What is expected → Tell how many lines below include the word "legend". Only the number should appear.

Dataset excerpts →
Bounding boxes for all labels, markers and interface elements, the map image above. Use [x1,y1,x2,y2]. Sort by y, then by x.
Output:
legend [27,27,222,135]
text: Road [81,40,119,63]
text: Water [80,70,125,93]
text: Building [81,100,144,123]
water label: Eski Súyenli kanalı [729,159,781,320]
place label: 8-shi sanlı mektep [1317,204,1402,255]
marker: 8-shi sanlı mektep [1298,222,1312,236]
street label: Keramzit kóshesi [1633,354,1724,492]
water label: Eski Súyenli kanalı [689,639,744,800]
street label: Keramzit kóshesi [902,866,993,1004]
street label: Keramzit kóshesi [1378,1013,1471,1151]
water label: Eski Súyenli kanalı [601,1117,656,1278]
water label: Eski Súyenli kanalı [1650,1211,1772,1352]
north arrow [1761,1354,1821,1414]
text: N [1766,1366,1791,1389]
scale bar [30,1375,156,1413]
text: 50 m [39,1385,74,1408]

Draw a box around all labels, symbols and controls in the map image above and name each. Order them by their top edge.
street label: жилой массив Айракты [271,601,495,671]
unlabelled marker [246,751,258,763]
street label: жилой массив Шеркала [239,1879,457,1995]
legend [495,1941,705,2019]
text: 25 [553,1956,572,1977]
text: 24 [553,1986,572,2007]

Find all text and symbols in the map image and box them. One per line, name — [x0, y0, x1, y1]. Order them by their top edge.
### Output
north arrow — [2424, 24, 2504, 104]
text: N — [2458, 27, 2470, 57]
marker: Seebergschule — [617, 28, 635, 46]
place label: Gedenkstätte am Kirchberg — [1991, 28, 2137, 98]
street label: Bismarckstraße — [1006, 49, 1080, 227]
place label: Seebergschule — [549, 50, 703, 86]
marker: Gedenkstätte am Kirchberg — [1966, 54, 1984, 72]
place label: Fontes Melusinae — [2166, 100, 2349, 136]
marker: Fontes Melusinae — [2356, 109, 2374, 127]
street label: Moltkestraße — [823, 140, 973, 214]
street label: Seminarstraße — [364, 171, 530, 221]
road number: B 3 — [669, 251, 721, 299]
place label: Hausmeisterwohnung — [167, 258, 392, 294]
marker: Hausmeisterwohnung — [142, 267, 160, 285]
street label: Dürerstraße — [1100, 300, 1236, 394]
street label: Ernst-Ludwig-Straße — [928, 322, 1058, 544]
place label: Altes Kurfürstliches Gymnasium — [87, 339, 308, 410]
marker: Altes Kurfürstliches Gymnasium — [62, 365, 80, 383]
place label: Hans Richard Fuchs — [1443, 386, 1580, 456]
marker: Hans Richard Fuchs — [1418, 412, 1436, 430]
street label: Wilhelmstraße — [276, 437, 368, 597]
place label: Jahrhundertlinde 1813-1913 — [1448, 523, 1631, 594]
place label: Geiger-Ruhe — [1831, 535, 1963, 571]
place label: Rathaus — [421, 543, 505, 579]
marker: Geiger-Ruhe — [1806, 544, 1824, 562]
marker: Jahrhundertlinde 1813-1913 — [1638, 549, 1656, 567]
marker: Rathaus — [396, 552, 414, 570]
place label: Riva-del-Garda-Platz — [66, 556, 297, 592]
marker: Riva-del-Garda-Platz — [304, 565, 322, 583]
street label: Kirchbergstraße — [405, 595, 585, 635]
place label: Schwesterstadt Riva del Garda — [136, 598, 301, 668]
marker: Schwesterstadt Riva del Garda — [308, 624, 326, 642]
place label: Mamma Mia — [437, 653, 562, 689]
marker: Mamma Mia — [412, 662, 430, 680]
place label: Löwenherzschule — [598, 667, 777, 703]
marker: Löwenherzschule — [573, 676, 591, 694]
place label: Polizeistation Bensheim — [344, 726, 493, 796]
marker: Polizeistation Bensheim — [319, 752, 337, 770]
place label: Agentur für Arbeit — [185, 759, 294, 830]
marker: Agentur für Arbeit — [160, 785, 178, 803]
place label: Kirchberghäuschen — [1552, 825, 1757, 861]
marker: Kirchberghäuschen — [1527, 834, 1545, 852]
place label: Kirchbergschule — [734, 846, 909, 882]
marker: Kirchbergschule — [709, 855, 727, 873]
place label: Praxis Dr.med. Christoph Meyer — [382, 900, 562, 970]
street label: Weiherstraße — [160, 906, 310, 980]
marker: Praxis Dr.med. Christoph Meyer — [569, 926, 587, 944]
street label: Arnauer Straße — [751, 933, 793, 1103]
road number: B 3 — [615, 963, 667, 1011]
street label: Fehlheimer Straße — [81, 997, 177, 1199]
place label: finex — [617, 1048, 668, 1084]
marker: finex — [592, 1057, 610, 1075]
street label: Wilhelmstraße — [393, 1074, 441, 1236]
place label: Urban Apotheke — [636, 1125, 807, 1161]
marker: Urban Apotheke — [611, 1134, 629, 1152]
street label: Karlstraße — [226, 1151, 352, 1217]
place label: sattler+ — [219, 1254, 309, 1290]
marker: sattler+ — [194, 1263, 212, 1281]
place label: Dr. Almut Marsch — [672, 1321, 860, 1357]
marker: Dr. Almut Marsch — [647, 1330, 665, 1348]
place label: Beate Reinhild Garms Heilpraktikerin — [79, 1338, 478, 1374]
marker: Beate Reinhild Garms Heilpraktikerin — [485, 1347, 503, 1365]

Solution for this task → 2